So I'm looking at some weird cases of Polymorhpism and ambiguity. And there's one case which I cannot understand. I don't understand why the last line of the code below act this way.
#include <stdio.h>
#include <iostream>
class Article
{
public :
virtual bool compare(Article *a) { std::cout << "ACA" << std::endl;}; // ACA
};
class Clothe : public Article
{
public :
bool compare (Clothe *c) { std::cout << "CCC" << std::endl;}; // CCC
bool compare (Article *a) { std::cout << "CCA" << std::endl;}; // CCA
};
int main()
{
Article *pta1 = new Article;
Article *pta2 = new Clothe;
Clothe *ptv1 = new Clothe;
pta1->compare(pta2); // print ACA
pta2->compare(pta1); // print CCA
pta2->compare(pta2); // print CCA because compiler needs to explore pta2 to determine which compare to use.

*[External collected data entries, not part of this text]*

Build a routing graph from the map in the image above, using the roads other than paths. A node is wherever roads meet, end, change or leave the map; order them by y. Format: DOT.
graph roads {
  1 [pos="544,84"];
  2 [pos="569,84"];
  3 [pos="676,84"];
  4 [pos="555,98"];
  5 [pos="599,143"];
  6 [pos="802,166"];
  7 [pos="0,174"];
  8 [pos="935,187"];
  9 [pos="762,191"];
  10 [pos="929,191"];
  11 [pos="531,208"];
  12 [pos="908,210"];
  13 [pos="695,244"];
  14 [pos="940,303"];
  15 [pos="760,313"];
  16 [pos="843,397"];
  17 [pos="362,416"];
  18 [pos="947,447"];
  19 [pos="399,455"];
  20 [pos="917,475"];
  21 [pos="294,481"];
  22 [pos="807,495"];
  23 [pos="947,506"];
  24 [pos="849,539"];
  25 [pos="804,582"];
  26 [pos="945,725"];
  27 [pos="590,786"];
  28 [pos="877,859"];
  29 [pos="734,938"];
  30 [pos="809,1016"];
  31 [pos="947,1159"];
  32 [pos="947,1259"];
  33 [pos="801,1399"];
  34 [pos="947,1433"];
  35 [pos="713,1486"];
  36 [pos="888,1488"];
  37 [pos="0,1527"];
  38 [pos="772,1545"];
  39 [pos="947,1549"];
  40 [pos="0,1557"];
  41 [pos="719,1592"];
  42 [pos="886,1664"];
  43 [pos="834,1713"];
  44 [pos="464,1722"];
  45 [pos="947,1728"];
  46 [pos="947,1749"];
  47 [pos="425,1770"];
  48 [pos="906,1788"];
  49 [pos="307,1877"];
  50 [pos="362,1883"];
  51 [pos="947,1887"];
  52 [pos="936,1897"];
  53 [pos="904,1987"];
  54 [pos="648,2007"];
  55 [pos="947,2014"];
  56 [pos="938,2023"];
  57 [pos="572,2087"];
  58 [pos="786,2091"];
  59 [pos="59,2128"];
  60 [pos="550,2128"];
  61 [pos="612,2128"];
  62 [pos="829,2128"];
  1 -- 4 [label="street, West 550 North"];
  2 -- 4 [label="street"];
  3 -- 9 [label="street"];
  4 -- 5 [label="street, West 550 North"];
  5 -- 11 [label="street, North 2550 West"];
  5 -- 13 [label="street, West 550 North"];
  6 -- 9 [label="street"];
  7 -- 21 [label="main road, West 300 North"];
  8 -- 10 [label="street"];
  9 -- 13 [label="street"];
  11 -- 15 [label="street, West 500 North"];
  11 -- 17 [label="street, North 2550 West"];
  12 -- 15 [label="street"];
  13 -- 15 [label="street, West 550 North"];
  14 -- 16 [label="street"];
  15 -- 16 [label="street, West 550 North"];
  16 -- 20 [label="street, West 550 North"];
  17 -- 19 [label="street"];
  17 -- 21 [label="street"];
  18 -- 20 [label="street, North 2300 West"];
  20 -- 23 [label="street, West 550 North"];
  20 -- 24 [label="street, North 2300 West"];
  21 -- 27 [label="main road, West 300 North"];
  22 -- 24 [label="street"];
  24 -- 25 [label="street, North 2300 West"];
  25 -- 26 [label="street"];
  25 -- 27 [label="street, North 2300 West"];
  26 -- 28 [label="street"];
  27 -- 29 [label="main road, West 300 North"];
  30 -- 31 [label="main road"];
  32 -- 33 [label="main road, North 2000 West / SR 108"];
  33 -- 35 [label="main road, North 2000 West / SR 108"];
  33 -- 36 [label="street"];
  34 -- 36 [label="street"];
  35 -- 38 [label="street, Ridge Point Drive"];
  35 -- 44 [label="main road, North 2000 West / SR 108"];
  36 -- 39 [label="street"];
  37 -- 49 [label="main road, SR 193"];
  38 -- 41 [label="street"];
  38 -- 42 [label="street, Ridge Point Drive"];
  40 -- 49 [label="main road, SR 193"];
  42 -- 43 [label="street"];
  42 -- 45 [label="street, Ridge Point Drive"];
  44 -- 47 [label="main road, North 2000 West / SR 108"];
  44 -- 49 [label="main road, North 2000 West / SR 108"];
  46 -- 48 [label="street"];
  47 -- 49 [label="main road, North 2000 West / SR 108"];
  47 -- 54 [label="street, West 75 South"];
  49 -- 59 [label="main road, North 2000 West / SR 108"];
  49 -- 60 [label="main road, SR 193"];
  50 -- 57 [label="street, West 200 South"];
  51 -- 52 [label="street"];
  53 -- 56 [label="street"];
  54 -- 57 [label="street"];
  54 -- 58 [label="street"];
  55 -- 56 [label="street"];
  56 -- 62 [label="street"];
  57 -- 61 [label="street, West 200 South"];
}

// pta2 is instanced as a Clothe, so one of Clothe's compare will be called.
// And judging by its declaration pta2 is an Article (even thought it's instanced as a Clothe),
// so it will Call Clothe::Compare(Article*). I'm OK with this
pta2->compare(ptv1); // print CCA ??? WHY , pta2 is explored, thus it's type is determined to be of type Clothe.
// And ptv1 is declared as a Clothe, so it should call Clothe::compare(Clothe* c)
// should print CCC, shouldn't it ?
}
I'm lost. I don't understand how g++ resolve the ambiguity that way. Any help / explanation would be nice. Thanks for reading, and even more thanks to those who answer.
PS : I know compare should return bool, but it's not really important here.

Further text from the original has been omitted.